De fato, a maioria das pessoas que fazem “grandes viagens” em suas vidas normalmente falam que foram ao mesmo destino: Europa. Alguns fogem do padrão e falam que foram para os EUA, Canadá, México ou para outros países da América do Sul como Argentina ou Chile. Mas são muito poucos os que falam que foram para o Oriente de uma forma geral – seja o Oriente Médio ou para a Ásia, ficando a Oceania como principal destino pelo fato do inglês ser a língua nativa desses países, ou Israel por viagens missionárias.

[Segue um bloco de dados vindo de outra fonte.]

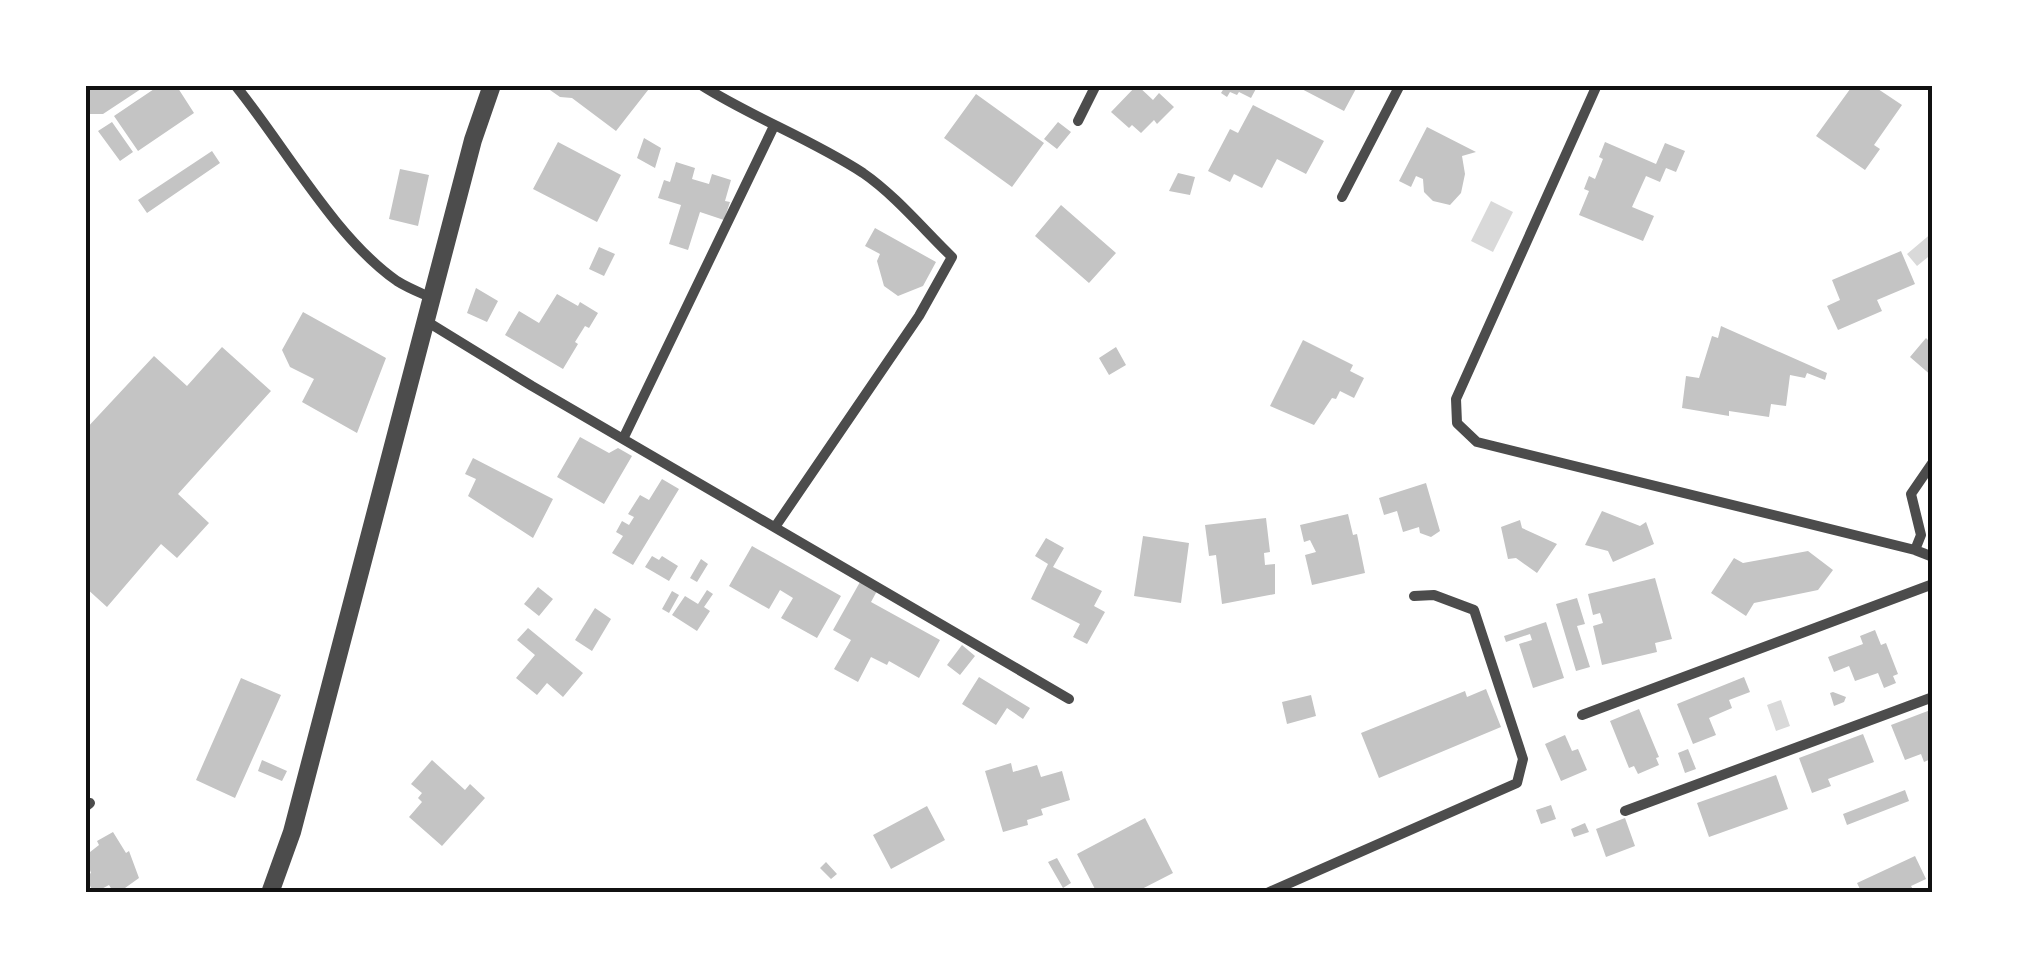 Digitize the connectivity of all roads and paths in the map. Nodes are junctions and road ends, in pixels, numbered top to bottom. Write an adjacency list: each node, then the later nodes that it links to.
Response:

Gosto de pensar que falam isso pelo fato do Japão – o Oriente em geral - ser extremamente distante de nós aqui do Brasil, e ser muito caro ir até lá – fomos de classe econômica e ainda assim gastamos tudo o que tínhamos, não sobrou nada e nossas economias se foram.

Digo que gosto de pensar assim porque as vezes tenho a impressão que as pessoas na verdade pensam que o Oriente, Ásia e o Japão não são interessantes, o que seria de uma ignorância imensa: são países extremamente ricos culturalmente (e alguns como o Japão são economicamente também), com muitas diferenças quanto ao ocidente é verdade, mas justamente por isso são extremamente interessantes. Sem contar que muitas de suas diferenças são – na minha opinião pessoa – para melhor. Muito melhor.

Não é de hoje que eu sou admirador da cultura japonesa. Um dos primeiros posts desse blog, de muitos anos atrás, fala justamente de animes, algo pelo qual sou apaixonado até hoje e pelo visto sempre serei. Animes e a culinária foram minha porta de entrada para a cultura japonesa e minha grande admiração por este povo, o que foi extremamente intensificada com minha viagem. Hoje tenho mais admiração por eles do que nunca. Até mesmo vontade de aprender japonês me surgiu e ainda perdura. Quem sabe, quando minha pós terminar, não faço aulas com a sensei de minha esposa?

Japoneses e orientais em geral – e isso inclui os povos árabes – tem muitas qualidades, e na minha opinião esse é um dos fatores que tem feito o oriente ressurgir como potência, levando a liderança do poder político e econômico do mundo para lá novamente depois de muitos séculos. Mesmo os orientais que moram fora de seus países de origem, ou descendentes destes que preservam sua cultura em outros países como é o caso dos japoneses no Brasil se destacam positivamente. Japonês no Brasil tem fama de inteligente, competente e eficiente não é a toa.
Osaka-Jo - Ou Castelo de Osaka, em (adivinhe só) OSAKA!

Outros podem pensar que ir para o Japão ou oriente é complicado por causa do idioma. É verdade que a maioria dos japoneses não fala inglês – e os que falam, não falam muito bem – mas isso não é nenhum impeditivo, pois você consegue se comunicar com eles de várias outras formas, por mais estranho que isso possa parecer.

Eu estava em Tokyo, em um combini, e um cara viu minha camiseta com o logotipo do McDonalds (na verdade estava escrito MACAXEIRA abaixo, é uma camisa que me trouxeram de Natal) e puxou papo! Conseguimos conversar, acredita? E eu não falo praticamente nada de japonês.

Eles tem uma atitude de querer entender o que os estrangeiros falam, então isso facilita tudo, até com mímica. Sem dizer que placas e mapas estão sempre em japonês e inglês. E tudo é organizado, e limpo, e seguro, e eficiente, e bonito... a estética é algo tão importante e natural na cultura japonesa que eu nem sei se eles pensam em fazê-la ou se isso já é algo orgânico, que eles fazem inconscientemente.

Bem, eu poderia escrever paginas e páginas sobre o Japão e o assunto não se extinguiria. Foi maravilhoso, e isso resume bem tudo. É uma viagem que recomendo a todos. O Japão e o povo japonês são maravilhosos. Um dia, se possível, eu volto.